* **Records shown**
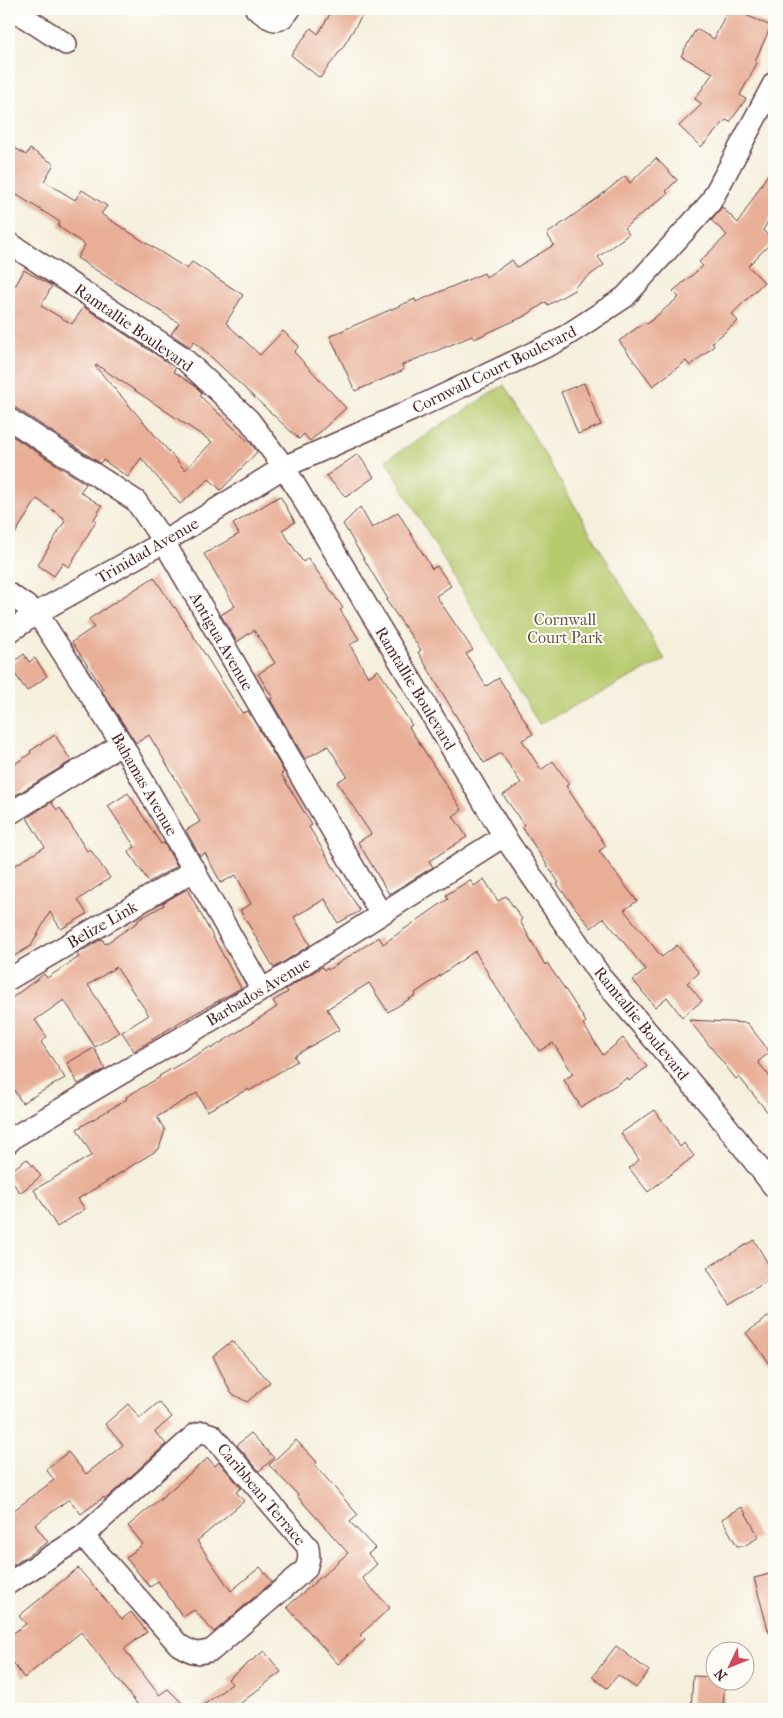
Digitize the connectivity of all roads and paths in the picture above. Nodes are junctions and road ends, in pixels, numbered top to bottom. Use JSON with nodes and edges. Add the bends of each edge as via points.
{"nodes":[{"id":1,"x":12,"y":9,"type":"edge"},
{"id":2,"x":256,"y":9,"type":"edge"},
{"id":3,"x":290,"y":9,"type":"edge"},
{"id":4,"x":66,"y":44,"type":"dead end"},
{"id":5,"x":774,"y":83,"type":"edge"},
{"id":6,"x":9,"y":243,"type":"edge"},
{"id":7,"x":9,"y":419,"type":"edge"},
{"id":8,"x":284,"y":467,"type":"junction"},
{"id":9,"x":164,"y":542,"type":"junction"},
{"id":10,"x":9,"y":594,"type":"edge"},
{"id":11,"x":37,"y":613,"type":"junction"},
{"id":12,"x":9,"y":632,"type":"edge"},
{"id":13,"x":122,"y":744,"type":"junction"},
{"id":14,"x":9,"y":814,"type":"edge"},
{"id":15,"x":504,"y":836,"type":"junction"},
{"id":16,"x":195,"y":870,"type":"junction"},
{"id":17,"x":381,"y":914,"type":"junction"},
{"id":18,"x":9,"y":979,"type":"edge"},
{"id":19,"x":262,"y":990,"type":"junction"},
{"id":20,"x":11,"y":1136,"type":"edge"},
{"id":21,"x":774,"y":1187,"type":"edge"},
{"id":22,"x":83,"y":1536,"type":"junction"},
{"id":23,"x":9,"y":1584,"type":"edge"}],
"edges":[{"from":1,"to":4,"type":"street"},
{"from":2,"to":3,"type":"street","via":[[274,21],[284,18]]},
{"from":5,"to":8,"type":"street","name":"Cornwall Court Boulevard","via":[[710,203],[625,297],[558,341]]},
{"from":6,"to":8,"type":"street","name":"Ramtallie Boulevard","via":[[181,356],[250,420]]},
{"from":7,"to":9,"type":"street","name":"Antigua Avenue","via":[[136,501]]},
{"from":8,"to":9,"type":"street","name":"Trinidad Avenue"},
{"from":8,"to":15,"type":"street","name":"Ramtallie Boulevard"},
{"from":9,"to":11,"type":"street","name":"Trinidad Avenue"},
{"from":9,"to":17,"type":"street","name":"Antigua Avenue"},
{"from":10,"to":11,"type":"street","name":"Bahamas Avenue"},
{"from":11,"to":12,"type":"street","name":"Trinidad Avenue"},
{"from":11,"to":13,"type":"street","name":"Bahamas Avenue"},
{"from":13,"to":14,"type":"street"},
{"from":13,"to":16,"type":"street","name":"Bahamas Avenue"},
{"from":15,"to":17,"type":"street","name":"Barbados Avenue"},
{"from":15,"to":21,"type":"street","name":"Ramtallie Boulevard","via":[[604,980]]},
{"from":16,"to":18,"type":"street","name":"Belize Link"},
{"from":16,"to":19,"type":"street","name":"Bahamas Avenue"},
{"from":17,"to":19,"type":"street","name":"Barbados Avenue"},
{"from":19,"to":20,"type":"street","name":"Barbados Avenue"},
{"from":22,"to":22,"type":"street","name":"Caribbean Terrace","via":[[196,1434],[203,1432],[212,1434],[308,1547],[309,1558],[306,1569],[212,1650],[200,1654],[179,1645]]},
{"from":22,"to":23,"type":"street","name":"Caribbean Terrace"}]}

* **Task to complete**
Take every line from the data above that holds "Boulevard" and copy it out.

* **Answer to this task**
{"from":5,"to":8,"type":"street","name":"Cornwall Court Boulevard","via":[[710,203],[625,297],[558,341]]},
{"from":6,"to":8,"type":"street","name":"Ramtallie Boulevard","via":[[181,356],[250,420]]},
{"from":8,"to":15,"type":"street","name":"Ramtallie Boulevard"},
{"from":15,"to":21,"type":"street","name":"Ramtallie Boulevard","via":[[604,980]]},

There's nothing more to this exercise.